— INPUT —

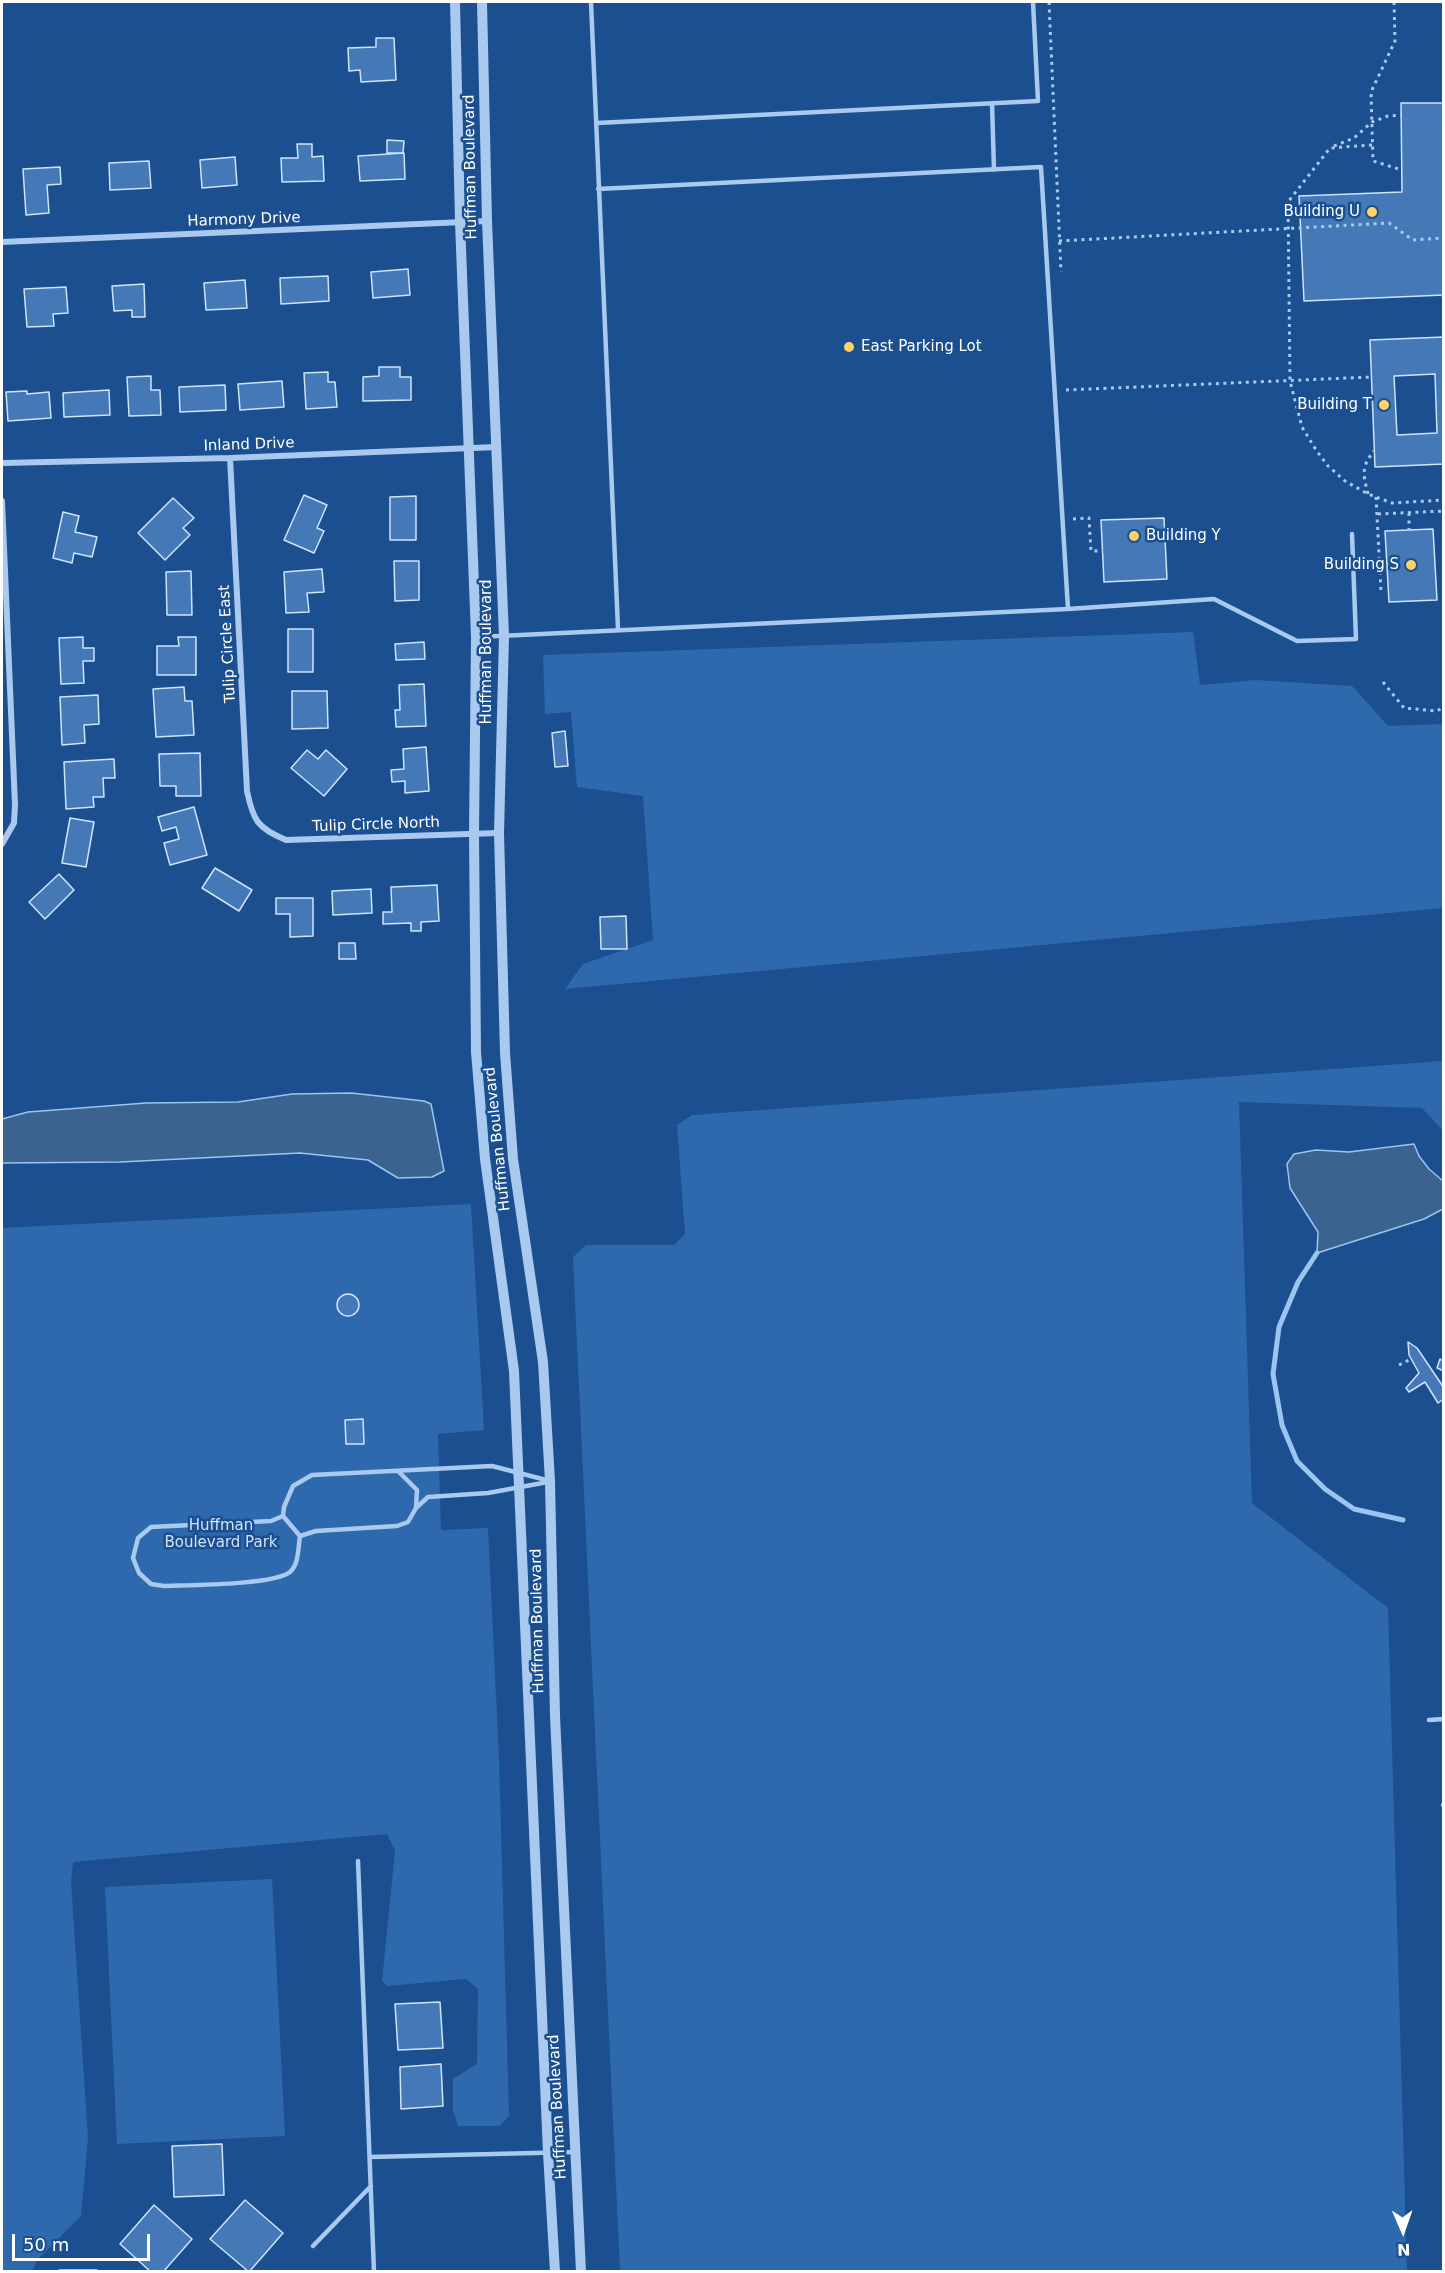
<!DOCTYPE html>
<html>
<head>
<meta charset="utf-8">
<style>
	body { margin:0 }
	#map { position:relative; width:1445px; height:2273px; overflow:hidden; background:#1b4f8f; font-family:"DejaVu Sans",sans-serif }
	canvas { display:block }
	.frame { position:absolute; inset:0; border:3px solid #fff; pointer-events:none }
	.north { position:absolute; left:1373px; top:2201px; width:60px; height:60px; -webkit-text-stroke:4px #1b4f8f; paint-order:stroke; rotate:178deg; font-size:16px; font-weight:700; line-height:24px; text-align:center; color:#fff }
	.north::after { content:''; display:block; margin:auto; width:21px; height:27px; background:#fff; clip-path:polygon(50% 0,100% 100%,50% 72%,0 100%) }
	.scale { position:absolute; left:12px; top:2234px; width:138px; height:27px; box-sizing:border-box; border:3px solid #fff; border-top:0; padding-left:8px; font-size:18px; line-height:21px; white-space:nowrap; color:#fff; -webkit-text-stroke:4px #1b4f8f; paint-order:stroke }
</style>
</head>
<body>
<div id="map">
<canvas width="1445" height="2273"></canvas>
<div class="frame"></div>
<div class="north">N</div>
<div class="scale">50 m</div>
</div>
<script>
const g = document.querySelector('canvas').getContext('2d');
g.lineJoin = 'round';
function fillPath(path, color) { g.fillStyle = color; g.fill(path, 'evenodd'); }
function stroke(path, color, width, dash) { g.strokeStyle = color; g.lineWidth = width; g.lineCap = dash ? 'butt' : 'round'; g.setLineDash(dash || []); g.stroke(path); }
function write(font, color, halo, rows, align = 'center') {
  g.font = font + ' "DejaVu Sans",sans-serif'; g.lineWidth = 5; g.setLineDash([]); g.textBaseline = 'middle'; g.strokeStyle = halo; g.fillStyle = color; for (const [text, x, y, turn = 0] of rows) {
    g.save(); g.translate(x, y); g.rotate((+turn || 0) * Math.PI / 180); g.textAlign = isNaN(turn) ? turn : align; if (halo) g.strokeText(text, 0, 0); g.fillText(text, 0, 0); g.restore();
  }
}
fillPath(new Path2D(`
	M1193 632 1200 685 1256 680 1352 686 1388 726 1443 724V908L565 989 583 964 653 940 643 796 577 787 571 712 545 714 543 655Z
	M1443 1061V1131L1422 1108 1239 1102 1252 1503 1388 1608 1407 2271H620L573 1257 586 1245H674L685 1234 677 1125 692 1115Z
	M471 1204 484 1430 438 1434 441 1530 488 1528 499 1758 509 2116 499 2126H458L453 2110V2079L477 2064 478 1989 466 1979 387 1986 382 1981 395 1851 387 1834 73 1862 71 1881 88 2138 81 2216 38 2259 32 2271H2V1228Z
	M272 1879 285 2136 117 2144 105 1887Z`), '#2e69ad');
const water = new Path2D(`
	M351 1093 424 1101 431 1104 444 1171 432 1177 398 1178 368 1160 300 1153 120 1162 2 1163V1119L28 1112 146 1103 238 1102 292 1094Z
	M1414 1144 1419 1156 1429 1169 1443 1181V1209L1424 1219 1317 1253 1318 1232 1290 1188 1287 1164 1294 1154 1316 1150 1349 1152Z`);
fillPath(water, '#3c6290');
stroke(water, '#9cc4f0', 1.5);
stroke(new Path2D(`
	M1317 1253 1298 1282 1279 1327 1273 1374 1282 1425 1297 1461 1325 1489 1354 1509 1403 1520`), '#9cc4f0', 5);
const building = new Path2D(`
	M376 38H394L396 80 361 82 360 70 349 71 348 48 376 47Z
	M1401 103H1444V295L1304 301 1299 196 1402 192Z
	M387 140 404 141 403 153H387Z
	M297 144H312V157L323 156 324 181 282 182 281 158H298Z
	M404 153 405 179 360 181 358 156Z
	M235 157 237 185 202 188 200 160Z
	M149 161 151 188 110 190 109 163Z
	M60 167 61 184 47 185 49 213 26 215 23 169Z
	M408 269 410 295 373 298 371 272Z
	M328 276 329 301 281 304 280 278Z
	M245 280 247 308 206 310 204 283Z
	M144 284 145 317H132V310L114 311 112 286Z
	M66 287 68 313 53 314 54 326 27 327 24 289Z
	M1444 337V464L1375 467 1370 340ZM1435 374 1437 433 1397 435 1394 376Z
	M379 367H400V377H411V400L363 401V377L379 376Z
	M328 372V382H335L337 407 306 409 304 373Z
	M151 376V390H160L161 415 129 416 127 377Z
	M282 381 284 407 240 410 238 384Z
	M225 385 226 410 180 412 179 387Z
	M109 390 110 415 64 417 63 393Z
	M27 391V394L49 392 51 418 8 421 6 392Z
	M304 495 327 505 317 528 324 531 314 553 284 540Z
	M416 496V540H390V497Z
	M173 498 194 518 183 528 190 535 165 560 138 533Z
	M63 512 79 516 75 532 97 537 92 557 74 553 72 563 53 558Z
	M1164 518 1167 579 1104 582 1101 520Z
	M1433 529 1437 600 1389 602 1385 531Z
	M394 561H419V600L395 601Z
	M322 569 324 592 307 593 309 612 286 613 284 572Z
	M191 571 192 615H167L166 572Z
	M288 629H313V672H288Z
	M83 637V648H94V661H83L84 683 61 684 59 638Z
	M178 637H196V675H157V646H179Z
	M424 642 425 659 396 660 395 644Z
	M424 684 426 726 396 727 395 710H400L399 685Z
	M184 687 185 701H192L194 735 156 737 153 689Z
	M292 691H327L328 728 292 729Z
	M98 695 99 724 84 725 85 743 62 745 60 697Z
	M565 731 568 766 555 767 552 733Z
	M426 747 429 791 405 793V781L392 782 391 770 404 769 403 749Z
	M307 750 318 759 326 750 347 769 324 796 291 768Z
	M200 753 201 796H176V786H160L159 754Z
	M114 759 115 778H103L104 797H93L94 807 66 809 64 762Z
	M194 807 207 855 170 865 164 843 179 839 176 827 162 831 158 817Z
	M70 818 94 822 86 867 62 863Z
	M215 868 252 890 239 911 202 888Z
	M59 874 74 890 45 919 29 902Z
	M437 885 439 921 421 922V931H411V923L383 924V912H392L391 887Z
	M371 889 372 913 333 915 332 891Z
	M276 898H313V936L290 937V914H276Z
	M626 916 627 949H601L600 917Z
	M339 943H355L356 959H339Z
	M337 1305a11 11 0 1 1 22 0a11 11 0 1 1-22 0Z
	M1408 1342 1417 1348 1444 1388V1399L1438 1403 1425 1382 1409 1392 1406 1388 1419 1373 1409 1355Z
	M1440 1359 1444 1362V1371L1437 1368Z
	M363 1419 364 1444H346L345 1420Z
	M440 2002 443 2048 398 2050 395 2004Z
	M441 2064 443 2106 401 2109 400 2067Z
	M222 2144 224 2195 174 2197 172 2146Z
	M245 2200 283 2233 249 2272 210 2239Z
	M154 2205 192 2239 163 2272H151L120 2244Z
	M59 2270H97V2272H59Z`);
fillPath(building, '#4478b7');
stroke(building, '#cfe3fa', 1.5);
stroke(new Path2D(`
	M1049 2 1061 272
	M1394 2 1395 41 1371 92 1373 161 1402 170
	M1372 145 1330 148 1288 202 1290 381 1302 427 1316 450 1328 466 1345 481 1368 494 1392 503 1444 500
	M1334 146 1354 138 1372 122 1388 116 1401 115
	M1059 241 1389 223 1413 240 1444 238
	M1443 295 1444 302
	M1066 390 1372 377
	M1368 494C1363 474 1361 467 1374 451
	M1376 497 1381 592
	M1409 513V530
	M1378 514 1444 511
	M1073 519 1089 518 1091 551H1103
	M1383 682 1404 708 1437 711 1444 707
	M1399 1365 1411 1359
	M1443 1388H1444`), '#a9c9ee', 3, [3, 4.5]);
stroke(new Path2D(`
	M591 2 618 629
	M992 103 994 170
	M597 123 1038 101 1033 2
	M1068 609 1214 599 1297 641 1356 639 1352 534
	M478 637 1068 609 1041 167 598 189
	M398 1471 417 1490 416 1508
	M283 1516 271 1521 151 1527 138 1538 133 1558 139 1573 151 1584 164 1586C189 1585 274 1585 290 1572 299 1564 298 1548 300 1536L283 1516 284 1507 293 1486 312 1475 492 1466 550 1481
	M300 1536 316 1531 397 1526 408 1522 416 1508 428 1497 488 1493 548 1482
	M1429 1720 1444 1719
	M1443 1805H1444
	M358 1861 374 2272
	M370 2157 575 2152
	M313 2246 371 2186`), '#a9c9ee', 4.5);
stroke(new Path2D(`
	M2 242 487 221
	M230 458 247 791C253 820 257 828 286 840L499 833
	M2 463 230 458 497 447
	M2 501 15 805 14 823 2 844`), '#a9c9ee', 6);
stroke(new Path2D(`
	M455 2 460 222 476 637 474 834 476 1052 485 1159 514 1371 548 2153 555 2272
	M482 2 487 221 504 636 499 833 505 1053 513 1159 543 1362 550 1481 555 1716 581 2272`), '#a9c9ee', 10);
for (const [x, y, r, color] of [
	[1372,212,6,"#ffd166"],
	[849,347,6,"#ffd166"],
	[1384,405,6,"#ffd166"],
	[1134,536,6,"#ffd166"],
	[1411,565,6,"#ffd166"]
]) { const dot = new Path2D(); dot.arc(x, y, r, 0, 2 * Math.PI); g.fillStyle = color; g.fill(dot); stroke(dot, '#1b4f8f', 2); }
write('15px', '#fff', '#1b4f8f', [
	["Huffman Boulevard",471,167,-91],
	["Harmony Drive",244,220,-2],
	["Inland Drive",249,445,-2],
	["Tulip Circle East",228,644,-93],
	["Huffman Boulevard",487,652,-90],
	["Tulip Circle North",376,825,-2],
	["Huffman Boulevard",498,1139,-96],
	["Huffman Boulevard",538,1621,-91],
	["Huffman Boulevard",558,2107,-93]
]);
write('15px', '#fff', '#1b4f8f', [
	["Building U",1360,212],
	["East Parking Lot",861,347,"left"],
	["Building T",1372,405],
	["Building Y",1146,536,"left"],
	["Building S",1399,565]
], 'right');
write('15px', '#cfe3fa', '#1b4f8f', [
	["Huffman",221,1526],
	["Boulevard Park",221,1543]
]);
</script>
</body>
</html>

— DIRECTIONS —
Look above for the line with "M328 276 329 301 281 304 280 278Z" and the line with "M154 2205 192 2239 163 2272H151L120 2244Z", and reproduce exactly those two lines plus every line between, nothing more.

— REPLY TO THE EXERCISE —
	M328 276 329 301 281 304 280 278Z
	M245 280 247 308 206 310 204 283Z
	M144 284 145 317H132V310L114 311 112 286Z
	M66 287 68 313 53 314 54 326 27 327 24 289Z
	M1444 337V464L1375 467 1370 340ZM1435 374 1437 433 1397 435 1394 376Z
	M379 367H400V377H411V400L363 401V377L379 376Z
	M328 372V382H335L337 407 306 409 304 373Z
	M151 376V390H160L161 415 129 416 127 377Z
	M282 381 284 407 240 410 238 384Z
	M225 385 226 410 180 412 179 387Z
	M109 390 110 415 64 417 63 393Z
	M27 391V394L49 392 51 418 8 421 6 392Z
	M304 495 327 505 317 528 324 531 314 553 284 540Z
	M416 496V540H390V497Z
	M173 498 194 518 183 528 190 535 165 560 138 533Z
	M63 512 79 516 75 532 97 537 92 557 74 553 72 563 53 558Z
	M1164 518 1167 579 1104 582 1101 520Z
	M1433 529 1437 600 1389 602 1385 531Z
	M394 561H419V600L395 601Z
	M322 569 324 592 307 593 309 612 286 613 284 572Z
	M191 571 192 615H167L166 572Z
	M288 629H313V672H288Z
	M83 637V648H94V661H83L84 683 61 684 59 638Z
	M178 637H196V675H157V646H179Z
	M424 642 425 659 396 660 395 644Z
	M424 684 426 726 396 727 395 710H400L399 685Z
	M184 687 185 701H192L194 735 156 737 153 689Z
	M292 691H327L328 728 292 729Z
	M98 695 99 724 84 725 85 743 62 745 60 697Z
	M565 731 568 766 555 767 552 733Z
	M426 747 429 791 405 793V781L392 782 391 770 404 769 403 749Z
	M307 750 318 759 326 750 347 769 324 796 291 768Z
	M200 753 201 796H176V786H160L159 754Z
	M114 759 115 778H103L104 797H93L94 807 66 809 64 762Z
	M194 807 207 855 170 865 164 843 179 839 176 827 162 831 158 817Z
	M70 818 94 822 86 867 62 863Z
	M215 868 252 890 239 911 202 888Z
	M59 874 74 890 45 919 29 902Z
	M437 885 439 921 421 922V931H411V923L383 924V912H392L391 887Z
	M371 889 372 913 333 915 332 891Z
	M276 898H313V936L290 937V914H276Z
	M626 916 627 949H601L600 917Z
	M339 943H355L356 959H339Z
	M337 1305a11 11 0 1 1 22 0a11 11 0 1 1-22 0Z
	M1408 1342 1417 1348 1444 1388V1399L1438 1403 1425 1382 1409 1392 1406 1388 1419 1373 1409 1355Z
	M1440 1359 1444 1362V1371L1437 1368Z
	M363 1419 364 1444H346L345 1420Z
	M440 2002 443 2048 398 2050 395 2004Z
	M441 2064 443 2106 401 2109 400 2067Z
	M222 2144 224 2195 174 2197 172 2146Z
	M245 2200 283 2233 249 2272 210 2239Z
	M154 2205 192 2239 163 2272H151L120 2244Z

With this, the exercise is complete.